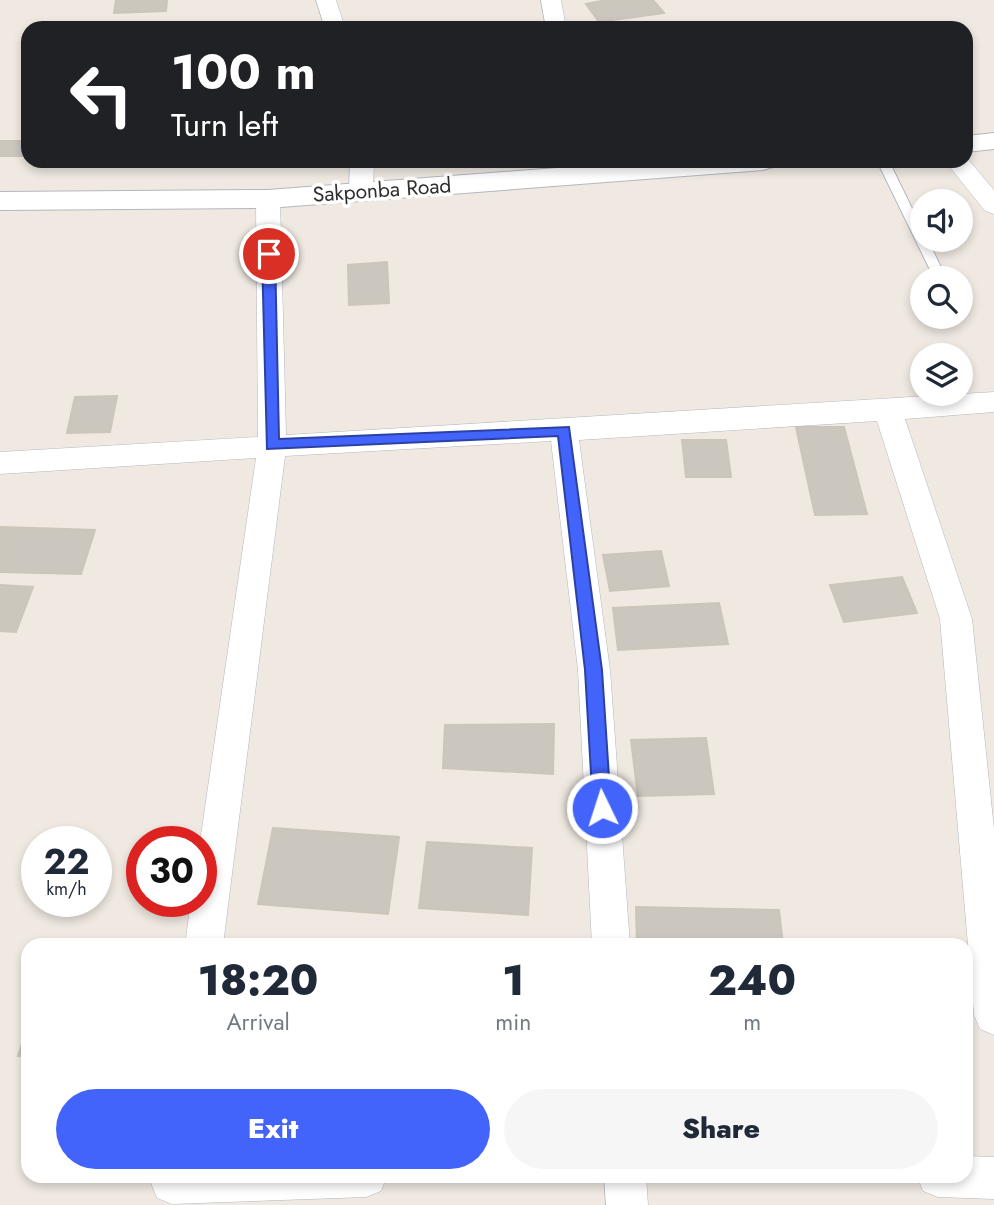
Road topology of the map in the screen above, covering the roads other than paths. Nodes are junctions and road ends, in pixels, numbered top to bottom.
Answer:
1 (326, 0) edge
2 (551, 0) edge
3 (333, 21) edge
4 (555, 21) edge
5 (994, 141) edge
6 (973, 143) edge
7 (362, 168) edge
8 (581, 168) edge
9 (886, 168) edge
10 (963, 168) edge
11 (361, 192) junction
12 (268, 199) junction
13 (0, 201) edge
14 (994, 206) edge
15 (934, 266) edge
16 (994, 402) edge
17 (888, 411) junction
18 (564, 431) junction
19 (272, 445) junction
20 (0, 463) edge
21 (205, 938) edge
22 (611, 938) edge
23 (994, 1015) edge
24 (973, 1177) edge
25 (994, 1178) edge
26 (252, 1183) edge
27 (625, 1183) edge
28 (171, 1188) edge
29 (627, 1205) edge

1 - 3 street
2 - 4 street
5 - 6 main road
7 - 11 street
8 - 11 main road, Sakponba Road
9 - 15 lane
10 - 14 street
11 - 12 main road, Sakponba Road
12 - 13 main road, Sakponba Road
12 - 19 street
16 - 17 street
17 - 18 street
17 - 23 street
18 - 19 street
18 - 22 street
19 - 20 street
19 - 21 street
24 - 25 street
26 - 28 street
27 - 29 street

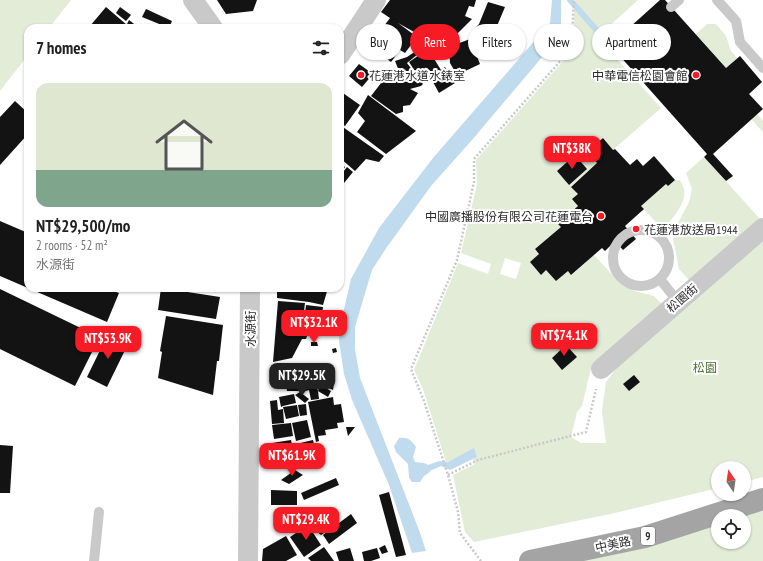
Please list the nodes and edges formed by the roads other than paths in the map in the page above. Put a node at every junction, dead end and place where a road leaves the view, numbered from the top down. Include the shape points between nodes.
1 (193, 0) edge
2 (376, 0) edge
3 (717, 0) edge
4 (210, 24) edge
5 (344, 49) edge
6 (763, 68) edge
7 (763, 228) edge
8 (660, 279) junction
9 (250, 292) edge
10 (678, 302) junction
11 (601, 369) road end
12 (763, 499) edge
13 (98, 512) dead end
14 (94, 561) edge
15 (248, 561) edge
16 (530, 561) edge

1 - 4 street
2 - 5 street
3 - 6 lane via 736,21 740,42
7 - 10 street, 松園街
8 - 8 lane via 664,276 670,257 663,239 655,233 636,230 619,240 614,249 613,259 620,277 637,286 647,286
8 - 10 lane
9 - 15 street, 水源街
10 - 11 street, 松園街
12 - 16 main road, 中美路 / 9 via 645,537
13 - 14 lane

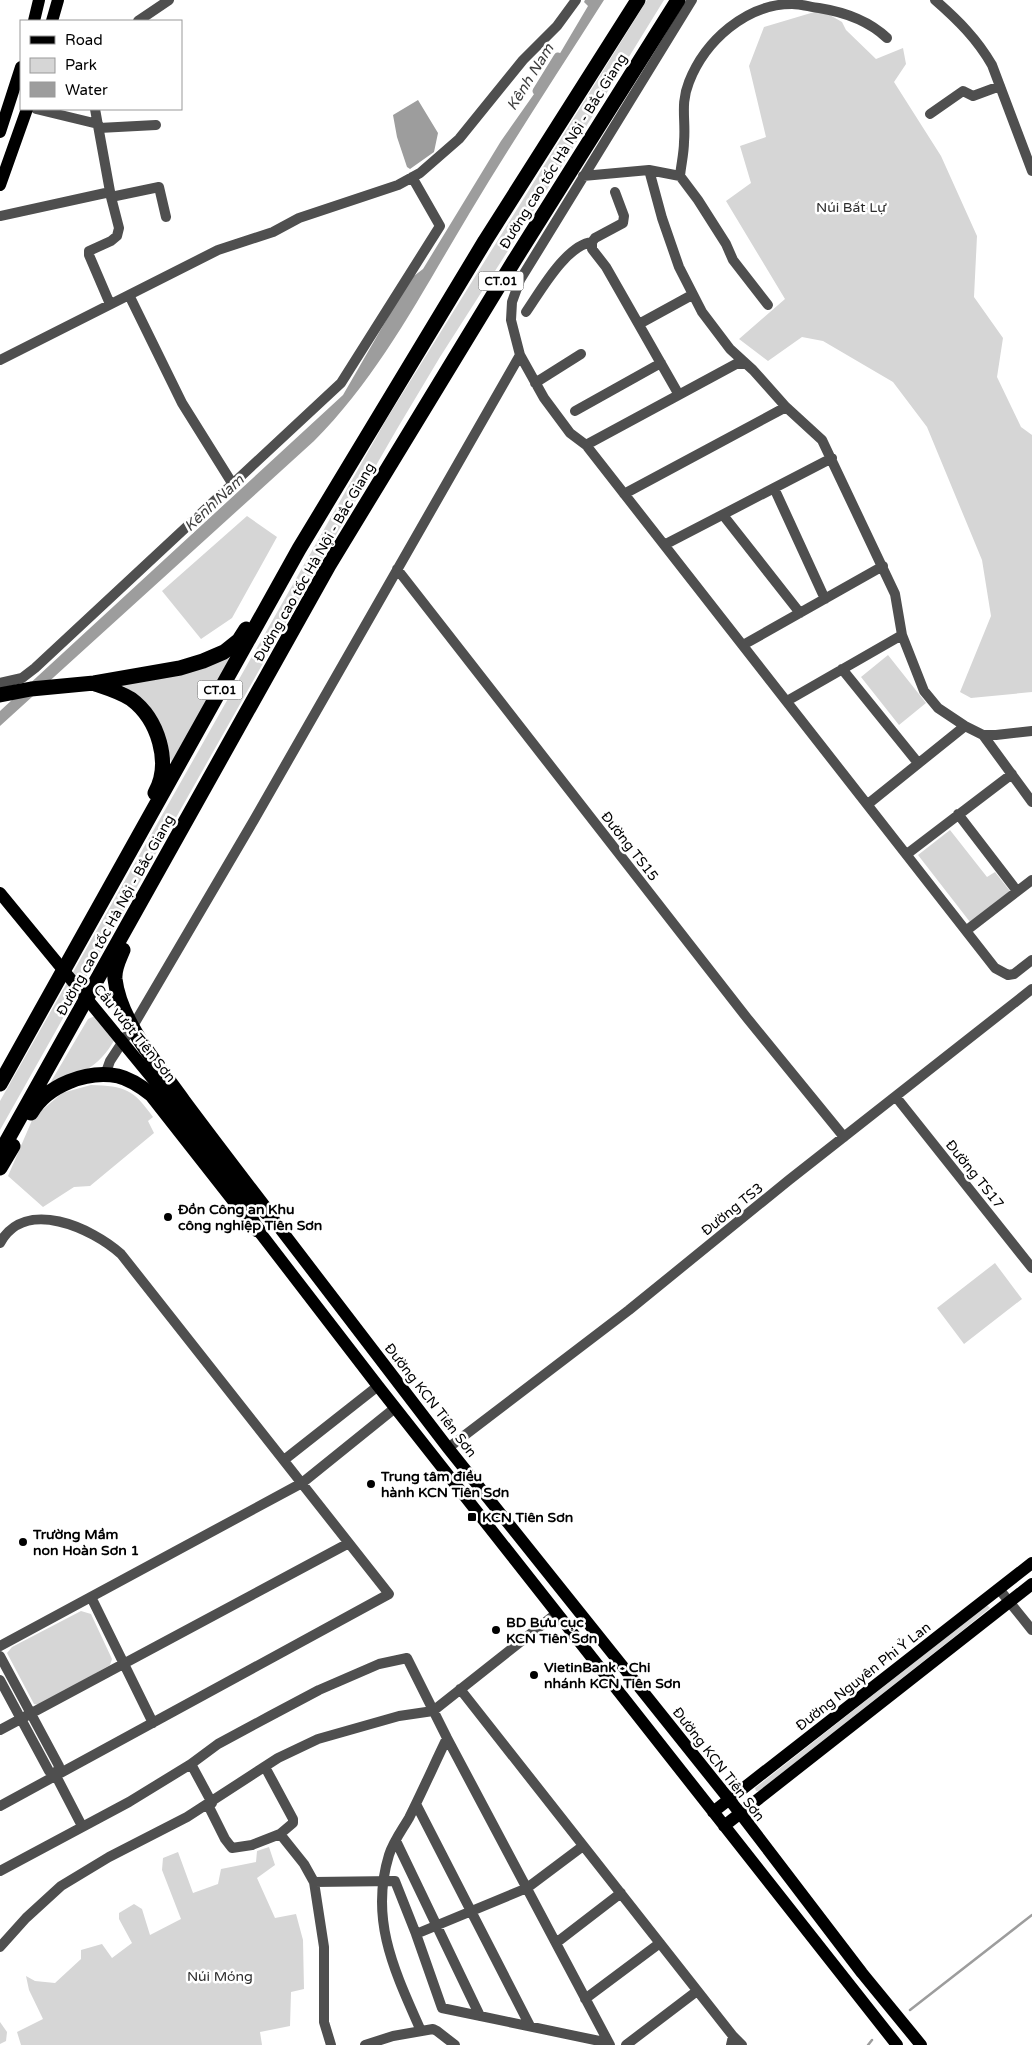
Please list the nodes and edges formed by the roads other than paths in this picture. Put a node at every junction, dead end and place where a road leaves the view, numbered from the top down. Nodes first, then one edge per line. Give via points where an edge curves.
1 (39, 0) edge
2 (58, 0) edge
3 (169, 0) edge
4 (576, 0) edge
5 (638, 0) edge
6 (678, 0) edge
7 (692, 0) edge
8 (935, 0) edge
9 (34, 20) edge
10 (52, 20) edge
11 (139, 20) edge
12 (887, 38) dead end
13 (20, 70) edge
14 (1000, 86) junction
15 (27, 110) edge
16 (40, 110) edge
17 (95, 110) edge
18 (930, 114) dead end
19 (98, 126) junction
20 (156, 126) dead end
21 (0, 132) edge
22 (649, 170) junction
23 (1032, 170) edge
24 (583, 176) junction
25 (680, 176) junction
26 (412, 177) junction
27 (0, 185) edge
28 (615, 192) dead end
29 (110, 195) junction
30 (0, 216) edge
31 (166, 217) dead end
32 (592, 242) junction
33 (129, 295) junction
34 (692, 295) junction
35 (110, 304) junction
36 (768, 305) dead end
37 (526, 312) dead end
38 (639, 324) junction
39 (581, 354) dead end
40 (520, 355) junction
41 (0, 360) edge
42 (661, 363) junction
43 (744, 364) junction
44 (535, 383) junction
45 (395, 390) junction
46 (679, 395) junction
47 (786, 407) junction
48 (575, 411) dead end
49 (586, 446) junction
50 (832, 458) junction
51 (232, 483) junction
52 (774, 488) junction
53 (624, 494) junction
54 (723, 515) junction
55 (664, 545) junction
56 (329, 565) junction
57 (883, 566) junction
58 (397, 569) junction
59 (825, 599) junction
60 (800, 613) junction
61 (902, 635) junction
62 (743, 645) junction
63 (842, 669) junction
64 (94, 683) junction
65 (1, 691) edge
66 (787, 701) junction
67 (965, 726) junction
68 (1032, 731) edge
69 (983, 735) junction
70 (918, 763) junction
71 (1012, 774) junction
72 (1032, 802) edge
73 (868, 804) junction
74 (958, 814) junction
75 (908, 854) junction
76 (1032, 880) edge
77 (1017, 891) junction
78 (0, 893) edge
79 (967, 930) junction
80 (1032, 960) edge
81 (1032, 989) edge
82 (51, 994) junction
83 (133, 1026) junction
84 (105, 1075) junction
85 (0, 1084) edge
86 (896, 1097) junction
87 (844, 1137) junction
88 (0, 1153) edge
89 (0, 1168) edge
90 (241, 1194) junction
91 (272, 1218) junction
92 (258, 1230) junction
93 (0, 1242) edge
94 (1032, 1268) edge
95 (378, 1386) junction
96 (396, 1408) junction
97 (448, 1448) junction
98 (435, 1459) junction
99 (284, 1460) junction
100 (302, 1483) junction
101 (349, 1543) junction
102 (1032, 1563) edge
103 (1032, 1584) edge
104 (999, 1589) junction
105 (91, 1597) junction
106 (1010, 1602) junction
107 (557, 1613) junction
108 (1032, 1630) edge
109 (0, 1646) edge
110 (0, 1656) edge
111 (124, 1664) junction
112 (0, 1680) edge
113 (460, 1689) junction
114 (433, 1711) junction
115 (31, 1714) junction
116 (21, 1719) junction
117 (153, 1723) junction
118 (0, 1730) edge
119 (447, 1738) junction
120 (191, 1764) junction
121 (265, 1767) junction
122 (56, 1776) junction
123 (729, 1800) junction
124 (210, 1804) junction
125 (416, 1804) junction
126 (0, 1806) edge
127 (713, 1812) junction
128 (740, 1813) junction
129 (82, 1826) junction
130 (724, 1826) junction
131 (280, 1834) junction
132 (396, 1841) junction
133 (583, 1846) junction
134 (0, 1871) edge
135 (382, 1881) junction
136 (314, 1882) junction
137 (527, 1888) junction
138 (621, 1893) junction
139 (472, 1911) junction
140 (436, 1925) junction
141 (416, 1934) junction
142 (556, 1943) junction
143 (660, 1943) junction
144 (0, 1947) edge
145 (697, 1991) junction
146 (585, 1999) junction
147 (480, 2016) junction
148 (530, 2026) junction
149 (421, 2030) junction
150 (732, 2040) edge
151 (610, 2044) edge
152 (331, 2045) edge
153 (365, 2045) edge
154 (454, 2045) edge
155 (626, 2045) edge
156 (742, 2045) edge
157 (897, 2045) edge
158 (921, 2045) edge

1 - 9 main road
2 - 10 main road
3 - 11 street
4 - 26 street via 459,139
5 - 45 highway, Đường cao tốc Hà Nội - Bắc Giang / CT.01
6 - 56 highway, Đường cao tốc Hà Nội - Bắc Giang / CT.01 via 514,260
7 - 24 street
8 - 14 street via 977,40
12 - 25 street via 863,21 839,11 800,5 768,7 743,18 721,34 689,82 683,103 684,142
13 - 21 main road
14 - 18 street via 973,96 963,91
14 - 23 street
15 - 27 main road
16 - 19 street
17 - 19 street
19 - 20 street
19 - 29 street
22 - 24 street
22 - 25 street
22 - 34 street via 662,218
24 - 40 street via 520,280 512,302 511,320
25 - 36 street via 726,244 733,260
26 - 33 street via 398,185 218,250
26 - 51 street via 440,226 341,383
28 - 32 street via 624,223
29 - 30 street
29 - 31 street via 159,187
29 - 35 street via 119,228 117,236 89,251
32 - 37 street via 578,247 559,265
32 - 38 street via 592,249
33 - 35 street
33 - 51 street via 182,403
34 - 38 street
34 - 43 street via 725,343
35 - 41 street
38 - 42 street
39 - 44 street
40 - 44 street
40 - 58 street
42 - 46 street
42 - 48 street
43 - 46 street via 736,364
43 - 47 street
44 - 49 street via 570,433
45 - 64 highway via 331,481 239,640 224,652 188,666
45 - 82 highway, Đường cao tốc Hà Nội - Bắc Giang / CT.01 via 299,549
46 - 49 street
47 - 50 street via 822,440
47 - 53 street
49 - 53 street
50 - 52 street
50 - 57 street
51 - 65 street via 35,668
52 - 54 street
52 - 59 street
53 - 55 street
54 - 55 street
54 - 60 street
55 - 62 street
56 - 83 highway via 298,634 115,968 119,997
56 - 88 highway, Đường cao tốc Hà Nội - Bắc Giang / CT.01
57 - 59 street
57 - 61 street via 895,594
58 - 83 street
58 - 87 street, Đường TS15 via 747,1018
59 - 60 street
60 - 62 street
61 - 63 street
61 - 67 street via 924,691 938,708
62 - 66 street
63 - 66 street
63 - 70 street
64 - 65 highway
64 - 82 highway via 130,698 140,707 158,736 162,770 156,790 85,918
66 - 73 street
67 - 69 street
67 - 70 street
68 - 69 street
69 - 71 street
70 - 73 street
71 - 72 street
71 - 74 street
73 - 75 street
74 - 75 street
74 - 77 street
75 - 79 street
76 - 77 street
77 - 79 street
78 - 90 main road, Cầu vượt Tiên Sơn via 170,1100
79 - 80 street via 1001,972 1014,974
81 - 86 street, Đường TS3
82 - 85 highway, Đường cao tốc Hà Nội - Bắc Giang / CT.01
83 - 84 street via 110,1061
83 - 91 highway via 154,1060
84 - 89 highway via 75,1081 46,1094 34,1108
84 - 92 highway via 138,1085 152,1095
86 - 87 street, Đường TS3
86 - 94 street, Đường TS17
87 - 97 street, Đường TS3 via 629,1310
90 - 91 main road, Đường KCN Tiên Sơn
90 - 92 main road
91 - 97 main road, Đường KCN Tiên Sơn
92 - 95 main road
93 - 99 street via 15,1224 26,1220 74,1225 107,1241 121,1254
95 - 96 main road
95 - 99 street
96 - 98 main road
96 - 100 street
97 - 98 main road
97 - 123 main road, Đường KCN Tiên Sơn
98 - 107 main road
99 - 100 street
100 - 101 street
100 - 105 street
101 - 111 street
101 - 117 street via 389,1594
102 - 104 main road, Đường Nguyên Phi Ỷ Lan
103 - 106 main road
104 - 106 street
104 - 123 main road, Đường Nguyên Phi Ỷ Lan
105 - 109 street
105 - 111 street
106 - 108 street
106 - 128 main road
107 - 113 street
107 - 127 main road
110 - 115 street
111 - 115 street
111 - 117 street
112 - 116 street
113 - 114 street
113 - 133 street
114 - 119 street
114 - 120 street via 407,1658 378,1664 270,1716 218,1744
114 - 121 street via 399,1716 318,1739
115 - 116 street
115 - 122 street via 58,1766
116 - 118 street
116 - 122 street via 49,1771
117 - 122 street
119 - 125 street
119 - 137 street
120 - 124 street
120 - 129 street
121 - 124 street
121 - 131 street via 293,1818 293,1823
122 - 126 street
122 - 129 street
123 - 127 main road, Đường Nguyên Phi Ỷ Lan
123 - 128 main road, Đường KCN Tiên Sơn
124 - 131 street via 232,1848 252,1845
124 - 144 street via 109,1857 62,1886
125 - 132 street
125 - 139 street
127 - 130 main road
128 - 130 main road
128 - 158 main road, Đường KCN Tiên Sơn
129 - 134 street
130 - 157 main road
131 - 136 street
132 - 135 street via 389,1853
132 - 140 street
133 - 137 street
133 - 138 street
135 - 136 street
135 - 141 street via 395,1881
135 - 149 street via 381,1903 387,1948
136 - 152 street via 324,1947 324,2022
137 - 139 street
137 - 142 street
138 - 142 street
138 - 143 street
139 - 140 street
139 - 148 street
140 - 141 street
140 - 147 street
141 - 147 street via 442,2008
142 - 146 street
143 - 145 street
143 - 146 street
145 - 150 street
145 - 155 street
146 - 151 street
147 - 148 street
148 - 151 street
149 - 153 street
149 - 154 street via 437,2030
150 - 156 street

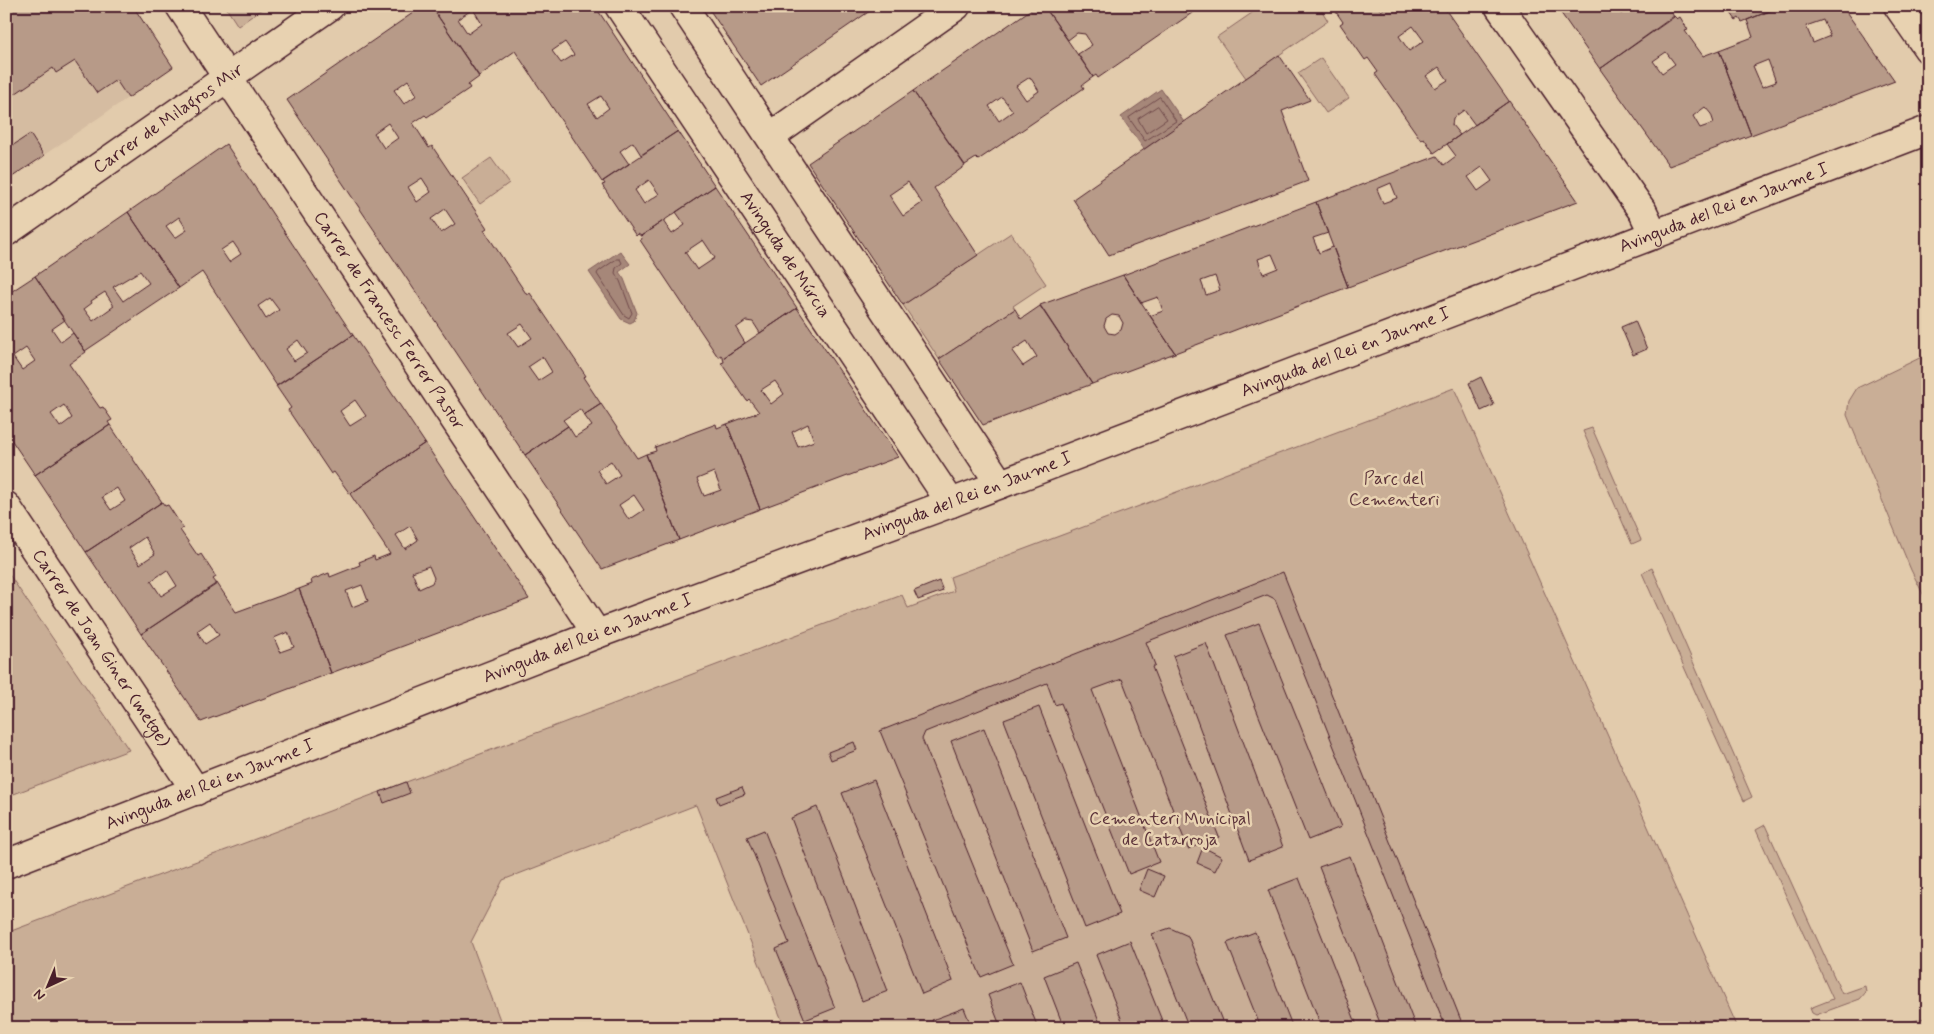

EXERCISE DIRECTIONS. Among the records above, find the lines where the word "Giang" appears and copy them.

ANSWER BELOW.
5 - 45 highway, Đường cao tốc Hà Nội - Bắc Giang / CT.01
6 - 56 highway, Đường cao tốc Hà Nội - Bắc Giang / CT.01 via 514,260
45 - 82 highway, Đường cao tốc Hà Nội - Bắc Giang / CT.01 via 299,549
56 - 88 highway, Đường cao tốc Hà Nội - Bắc Giang / CT.01
82 - 85 highway, Đường cao tốc Hà Nội - Bắc Giang / CT.01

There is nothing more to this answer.